Pela primeira vez, cientistas conseguiram obter células-tronco embrionárias "sob medida", compatíveis com os pacientes, que no futuro podem dar origem - sem o risco de rejeição - a terapias para doenças até agora intratáveis. Os pesquisadores afirmaram que essas linhas celulares permitirão o estudo em laboratório de tratamentos para doenças como Parkinson, Alzheimer e diabete. No ano passado, esses mesmos cientistas, da Universidade Nacional de Seul, na Coréia do Sul, haviam sido os primeiros a clonar um embrião humano a partir de material de uma mulher saudável. Desta vez, eles retiraram células-tronco de clones de pessoas com diabete, lesão na coluna vertebral ou um tipo raro de deficiência imunológica.

As células-tronco têm a capacidade virtual de formar qualquer tipo de tecido do corpo humano - como músculo, neurônios e cartilagem -, especialmente as de origem embrionária. O problema delas, além da questão ética (já que sua utilização exige a destruição do embrião), era a falta de compatibilidade com o paciente, o que poderia levar à formação de tumores, se transplantadas.

O que a equipe coreana fez foi usar a clonagem, pela técnica de transferência de núcleo, para garantir que as células-tronco embrionárias carregassem o mesmo código genético do paciente. O resultado desse novo experimento foi publicado ontem na edição online da revista americana Science (www.sciencemag.org), uma das publicações científicas mais respeitadas do mundo.

O processo é conhecido como clonagem terapêutica. Um embrião clonado na fase inicial é destruído em laboratório para originar as células-tronco. O embrião era um clone porque se desenvolveu a partir de um óvulo para onde foi transferido o material genético de uma pessoa que já existe.

No caso do estudo coreano, os cientistas retiraram o núcleo de 185 óvulos e injetaram neles o material genético de 11 pacientes, adultos e crianças, que sofriam de males até hoje sem cura: danos na coluna vertebral, diabete tipo 1 hereditária e a hipogamaglobulinemia, uma doença do sistema imunológico. Os óvulos, de forma induzida, se desenvolveram e deram origem aos blastocistos (embriões com cinco ou seis dias de vida), a partir dos quais os pesquisadores conseguiram as células-tronco.

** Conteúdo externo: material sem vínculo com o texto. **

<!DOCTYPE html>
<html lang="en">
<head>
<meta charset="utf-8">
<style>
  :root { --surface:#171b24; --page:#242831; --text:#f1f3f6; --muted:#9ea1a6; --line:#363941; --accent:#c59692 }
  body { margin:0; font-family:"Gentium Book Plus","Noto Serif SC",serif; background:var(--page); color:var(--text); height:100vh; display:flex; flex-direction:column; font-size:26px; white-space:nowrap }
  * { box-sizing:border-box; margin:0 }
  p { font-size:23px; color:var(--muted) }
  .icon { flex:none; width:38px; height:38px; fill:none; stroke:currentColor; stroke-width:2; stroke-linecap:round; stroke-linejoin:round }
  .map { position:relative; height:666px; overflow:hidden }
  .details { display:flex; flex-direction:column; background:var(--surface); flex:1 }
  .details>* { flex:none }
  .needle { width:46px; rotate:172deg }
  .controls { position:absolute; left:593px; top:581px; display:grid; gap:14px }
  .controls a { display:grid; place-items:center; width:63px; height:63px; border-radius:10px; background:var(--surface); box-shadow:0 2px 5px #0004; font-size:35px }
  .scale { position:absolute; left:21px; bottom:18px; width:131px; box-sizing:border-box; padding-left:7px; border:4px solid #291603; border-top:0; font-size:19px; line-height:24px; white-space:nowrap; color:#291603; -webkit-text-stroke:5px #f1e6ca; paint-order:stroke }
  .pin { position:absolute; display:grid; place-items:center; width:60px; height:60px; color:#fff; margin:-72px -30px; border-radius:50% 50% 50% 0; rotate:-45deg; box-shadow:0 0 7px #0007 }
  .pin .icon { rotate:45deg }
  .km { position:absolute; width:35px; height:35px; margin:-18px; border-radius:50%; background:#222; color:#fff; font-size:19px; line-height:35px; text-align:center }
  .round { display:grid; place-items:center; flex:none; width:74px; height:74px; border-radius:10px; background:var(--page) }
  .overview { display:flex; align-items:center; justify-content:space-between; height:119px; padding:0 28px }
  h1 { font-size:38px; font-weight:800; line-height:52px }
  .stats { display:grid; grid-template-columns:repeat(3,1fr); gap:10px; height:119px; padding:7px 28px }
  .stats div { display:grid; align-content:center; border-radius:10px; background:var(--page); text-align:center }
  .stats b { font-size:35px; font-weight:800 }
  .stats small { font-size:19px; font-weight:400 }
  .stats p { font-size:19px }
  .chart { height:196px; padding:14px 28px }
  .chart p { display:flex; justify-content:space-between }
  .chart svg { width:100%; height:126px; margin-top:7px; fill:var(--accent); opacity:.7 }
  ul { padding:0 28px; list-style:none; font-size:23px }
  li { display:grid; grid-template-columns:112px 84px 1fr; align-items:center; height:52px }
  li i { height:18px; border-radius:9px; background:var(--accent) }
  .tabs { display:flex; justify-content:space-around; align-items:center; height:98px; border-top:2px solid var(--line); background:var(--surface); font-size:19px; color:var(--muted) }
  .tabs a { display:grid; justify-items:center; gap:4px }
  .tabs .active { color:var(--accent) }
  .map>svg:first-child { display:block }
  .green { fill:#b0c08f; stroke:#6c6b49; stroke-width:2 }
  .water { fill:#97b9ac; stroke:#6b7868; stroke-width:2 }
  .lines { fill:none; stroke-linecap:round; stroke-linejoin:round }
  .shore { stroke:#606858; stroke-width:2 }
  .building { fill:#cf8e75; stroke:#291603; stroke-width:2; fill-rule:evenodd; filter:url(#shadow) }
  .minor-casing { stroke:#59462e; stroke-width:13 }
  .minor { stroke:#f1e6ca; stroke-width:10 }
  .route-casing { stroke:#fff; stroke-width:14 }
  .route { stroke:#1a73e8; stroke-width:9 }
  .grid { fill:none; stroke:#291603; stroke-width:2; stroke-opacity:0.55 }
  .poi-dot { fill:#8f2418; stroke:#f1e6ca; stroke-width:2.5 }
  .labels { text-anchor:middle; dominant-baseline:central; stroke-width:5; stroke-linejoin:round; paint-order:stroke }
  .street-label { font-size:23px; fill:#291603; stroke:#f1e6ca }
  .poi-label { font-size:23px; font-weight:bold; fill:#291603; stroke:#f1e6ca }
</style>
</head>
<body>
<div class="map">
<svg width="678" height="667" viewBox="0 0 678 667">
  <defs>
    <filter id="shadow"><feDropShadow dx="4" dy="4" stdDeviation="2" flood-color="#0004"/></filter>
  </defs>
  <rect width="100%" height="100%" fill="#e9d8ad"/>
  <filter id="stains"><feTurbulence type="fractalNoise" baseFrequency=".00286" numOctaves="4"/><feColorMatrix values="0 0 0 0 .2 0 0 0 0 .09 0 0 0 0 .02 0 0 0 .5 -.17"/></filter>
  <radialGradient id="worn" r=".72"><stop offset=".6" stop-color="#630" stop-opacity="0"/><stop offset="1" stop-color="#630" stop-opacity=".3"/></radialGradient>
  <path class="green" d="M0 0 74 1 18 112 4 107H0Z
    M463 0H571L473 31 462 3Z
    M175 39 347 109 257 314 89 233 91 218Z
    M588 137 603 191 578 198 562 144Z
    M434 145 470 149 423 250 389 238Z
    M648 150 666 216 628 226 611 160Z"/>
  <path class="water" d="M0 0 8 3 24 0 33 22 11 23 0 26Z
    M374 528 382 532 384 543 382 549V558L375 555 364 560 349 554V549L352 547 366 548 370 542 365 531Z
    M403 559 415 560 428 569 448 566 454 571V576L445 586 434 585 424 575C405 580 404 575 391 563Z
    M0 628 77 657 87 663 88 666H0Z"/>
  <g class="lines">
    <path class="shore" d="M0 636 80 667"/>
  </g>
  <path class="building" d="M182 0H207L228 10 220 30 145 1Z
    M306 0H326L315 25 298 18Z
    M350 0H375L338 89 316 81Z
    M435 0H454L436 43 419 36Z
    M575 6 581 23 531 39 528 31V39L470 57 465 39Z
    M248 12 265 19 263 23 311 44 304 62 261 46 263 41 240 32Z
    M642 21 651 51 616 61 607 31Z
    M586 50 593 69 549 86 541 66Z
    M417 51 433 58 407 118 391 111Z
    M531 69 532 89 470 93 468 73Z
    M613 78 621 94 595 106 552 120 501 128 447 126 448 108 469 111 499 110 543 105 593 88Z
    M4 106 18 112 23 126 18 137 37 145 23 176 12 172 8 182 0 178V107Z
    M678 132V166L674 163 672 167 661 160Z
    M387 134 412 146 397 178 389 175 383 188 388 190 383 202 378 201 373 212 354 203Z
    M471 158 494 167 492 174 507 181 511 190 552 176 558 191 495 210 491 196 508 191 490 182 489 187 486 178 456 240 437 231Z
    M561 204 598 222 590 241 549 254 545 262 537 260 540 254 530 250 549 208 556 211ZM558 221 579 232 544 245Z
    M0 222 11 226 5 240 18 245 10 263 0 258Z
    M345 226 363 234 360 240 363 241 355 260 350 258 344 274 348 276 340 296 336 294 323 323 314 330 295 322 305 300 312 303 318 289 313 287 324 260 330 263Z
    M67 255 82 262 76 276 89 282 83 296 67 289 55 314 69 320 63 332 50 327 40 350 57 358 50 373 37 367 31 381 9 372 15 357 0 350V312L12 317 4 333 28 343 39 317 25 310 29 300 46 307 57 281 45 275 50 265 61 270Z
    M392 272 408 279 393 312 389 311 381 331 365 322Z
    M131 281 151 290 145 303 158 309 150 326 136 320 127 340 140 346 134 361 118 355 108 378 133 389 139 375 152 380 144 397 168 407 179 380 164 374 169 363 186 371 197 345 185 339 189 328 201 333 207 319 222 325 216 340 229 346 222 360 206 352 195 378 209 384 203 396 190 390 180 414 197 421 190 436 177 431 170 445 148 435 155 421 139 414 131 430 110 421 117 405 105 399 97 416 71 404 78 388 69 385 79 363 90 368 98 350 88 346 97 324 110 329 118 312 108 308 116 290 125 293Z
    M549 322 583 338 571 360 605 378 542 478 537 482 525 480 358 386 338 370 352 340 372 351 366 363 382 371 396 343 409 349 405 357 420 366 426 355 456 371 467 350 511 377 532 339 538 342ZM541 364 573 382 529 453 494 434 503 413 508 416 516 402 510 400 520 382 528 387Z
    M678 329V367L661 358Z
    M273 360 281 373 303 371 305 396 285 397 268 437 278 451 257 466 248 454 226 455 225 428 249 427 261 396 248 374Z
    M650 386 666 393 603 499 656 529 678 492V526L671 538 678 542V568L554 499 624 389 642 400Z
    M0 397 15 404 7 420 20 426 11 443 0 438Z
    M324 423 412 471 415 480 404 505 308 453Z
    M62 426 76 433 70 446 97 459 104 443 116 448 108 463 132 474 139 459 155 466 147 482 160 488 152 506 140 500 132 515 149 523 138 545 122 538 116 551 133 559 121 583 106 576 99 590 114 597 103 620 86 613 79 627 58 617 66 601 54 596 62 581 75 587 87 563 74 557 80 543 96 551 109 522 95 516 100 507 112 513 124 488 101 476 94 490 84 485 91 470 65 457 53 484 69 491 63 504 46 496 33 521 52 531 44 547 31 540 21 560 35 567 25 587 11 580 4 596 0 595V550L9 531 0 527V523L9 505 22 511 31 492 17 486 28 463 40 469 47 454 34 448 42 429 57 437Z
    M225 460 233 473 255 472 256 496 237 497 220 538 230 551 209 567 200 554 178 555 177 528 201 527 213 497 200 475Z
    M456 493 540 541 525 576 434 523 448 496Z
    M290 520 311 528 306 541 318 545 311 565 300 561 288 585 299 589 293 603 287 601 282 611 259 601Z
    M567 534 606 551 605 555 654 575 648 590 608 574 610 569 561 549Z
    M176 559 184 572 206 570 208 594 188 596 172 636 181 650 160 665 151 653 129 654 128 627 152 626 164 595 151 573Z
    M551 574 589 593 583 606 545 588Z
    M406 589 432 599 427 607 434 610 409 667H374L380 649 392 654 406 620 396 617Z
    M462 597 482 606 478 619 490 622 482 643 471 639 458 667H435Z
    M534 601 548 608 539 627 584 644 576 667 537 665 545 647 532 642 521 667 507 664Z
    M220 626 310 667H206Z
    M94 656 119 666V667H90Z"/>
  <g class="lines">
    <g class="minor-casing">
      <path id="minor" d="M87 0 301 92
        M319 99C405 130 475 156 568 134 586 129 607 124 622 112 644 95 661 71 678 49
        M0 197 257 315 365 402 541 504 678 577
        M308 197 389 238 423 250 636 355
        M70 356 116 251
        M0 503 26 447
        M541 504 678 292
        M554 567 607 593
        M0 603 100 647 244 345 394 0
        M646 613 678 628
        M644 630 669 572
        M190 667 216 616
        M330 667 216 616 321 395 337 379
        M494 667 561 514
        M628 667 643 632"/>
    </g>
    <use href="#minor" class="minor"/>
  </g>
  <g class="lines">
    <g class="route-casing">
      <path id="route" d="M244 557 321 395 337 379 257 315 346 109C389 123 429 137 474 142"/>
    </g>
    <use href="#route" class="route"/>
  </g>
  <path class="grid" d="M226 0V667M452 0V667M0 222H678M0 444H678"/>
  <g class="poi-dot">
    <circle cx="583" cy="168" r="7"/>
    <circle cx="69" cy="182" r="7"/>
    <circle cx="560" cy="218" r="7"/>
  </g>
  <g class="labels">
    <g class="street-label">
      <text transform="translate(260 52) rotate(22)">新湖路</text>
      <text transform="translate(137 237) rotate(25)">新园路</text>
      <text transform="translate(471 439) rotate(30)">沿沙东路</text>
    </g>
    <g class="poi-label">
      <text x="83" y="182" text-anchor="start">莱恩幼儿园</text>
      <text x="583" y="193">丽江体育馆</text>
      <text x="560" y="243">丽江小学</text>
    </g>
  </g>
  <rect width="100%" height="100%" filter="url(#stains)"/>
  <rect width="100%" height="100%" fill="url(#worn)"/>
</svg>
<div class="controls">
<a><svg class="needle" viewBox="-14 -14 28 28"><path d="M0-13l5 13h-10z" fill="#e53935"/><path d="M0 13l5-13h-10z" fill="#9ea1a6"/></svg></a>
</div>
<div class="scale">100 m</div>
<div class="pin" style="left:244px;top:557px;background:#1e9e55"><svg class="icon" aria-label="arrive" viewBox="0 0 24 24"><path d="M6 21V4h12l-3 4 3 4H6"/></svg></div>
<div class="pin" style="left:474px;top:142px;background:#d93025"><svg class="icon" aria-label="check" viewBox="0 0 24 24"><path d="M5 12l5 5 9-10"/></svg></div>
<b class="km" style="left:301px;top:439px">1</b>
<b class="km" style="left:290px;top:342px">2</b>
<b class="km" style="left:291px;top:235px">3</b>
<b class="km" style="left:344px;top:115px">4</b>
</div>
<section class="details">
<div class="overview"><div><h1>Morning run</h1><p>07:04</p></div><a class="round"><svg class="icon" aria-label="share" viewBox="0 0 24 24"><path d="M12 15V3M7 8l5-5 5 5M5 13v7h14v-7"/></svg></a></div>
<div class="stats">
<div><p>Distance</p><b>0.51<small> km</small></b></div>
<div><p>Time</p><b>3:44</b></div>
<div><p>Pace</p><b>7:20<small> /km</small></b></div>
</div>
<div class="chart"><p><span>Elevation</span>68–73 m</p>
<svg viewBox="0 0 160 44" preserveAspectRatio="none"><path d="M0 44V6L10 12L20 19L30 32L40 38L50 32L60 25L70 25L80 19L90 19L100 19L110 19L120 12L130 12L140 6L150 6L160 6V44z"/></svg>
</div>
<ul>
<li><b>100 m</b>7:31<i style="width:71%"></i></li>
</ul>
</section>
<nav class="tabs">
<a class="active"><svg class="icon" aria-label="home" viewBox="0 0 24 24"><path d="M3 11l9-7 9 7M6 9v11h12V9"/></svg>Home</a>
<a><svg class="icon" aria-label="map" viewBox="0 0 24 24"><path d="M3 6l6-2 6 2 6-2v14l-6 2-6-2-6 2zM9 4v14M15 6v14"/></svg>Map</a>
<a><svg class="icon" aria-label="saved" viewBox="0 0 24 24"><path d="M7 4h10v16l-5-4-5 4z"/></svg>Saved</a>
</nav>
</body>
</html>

"Esse estudo demonstra que se pode fazer que as células-tronco sejam específicas para cada paciente, não importa seu sexo e idade, e essas células são cópias genéticas iguais às do doador", disse Gerald Schatten, professor da Universidade de Pittsburgh, nos EUA, e colaborador do estudo coreano. "Se elas puderem ser usadas sem problemas em transplantes, a promessa de um tratamento eficaz - e talvez até de uma cura - de lesões e doenças devastadoras está perto."

PRIMEIRO PASSO

Além da possibilidade de desenvolver tecidos humanos imunocompatíveis, os cientistas poderão observar, pelas células-tronco de indivíduos doentes, o começo de doenças como o mal de Alzheimer, o que poderia inspirar novas fórmulas de tratamento.

Esse, no entanto, é o primeiro passo num longo caminho até que o procedimento se transforme em uma terapia. "A clonagem terapêutica tem um potencial tremendo, mas temos de abrir muitas portas antes de realizar experiências com humanos", disse Hwang Woo-Suk, o pesquisador-chefe do estudo.

A próxima etapa, segundo os autores, é a avaliação em laboratório das linhagens de células-tronco embrionárias específicas de um paciente para determinar sua tolerância imunológica, a eficácia terapêutica e a segurança.

Os cientistas disseram que as experiências iniciais em laboratório mostraram uma compatibilidade imunológica entre as células-tronco embrionárias e as células de pessoas que proporcionaram o DNA de cada linha, o que sugere que o corpo do paciente pode tolerar essas células transplantadas. Mas vários problemas de procedimento médico ainda precisam ser resolvidos antes que as células-tronco específicas para um paciente possam ser usadas.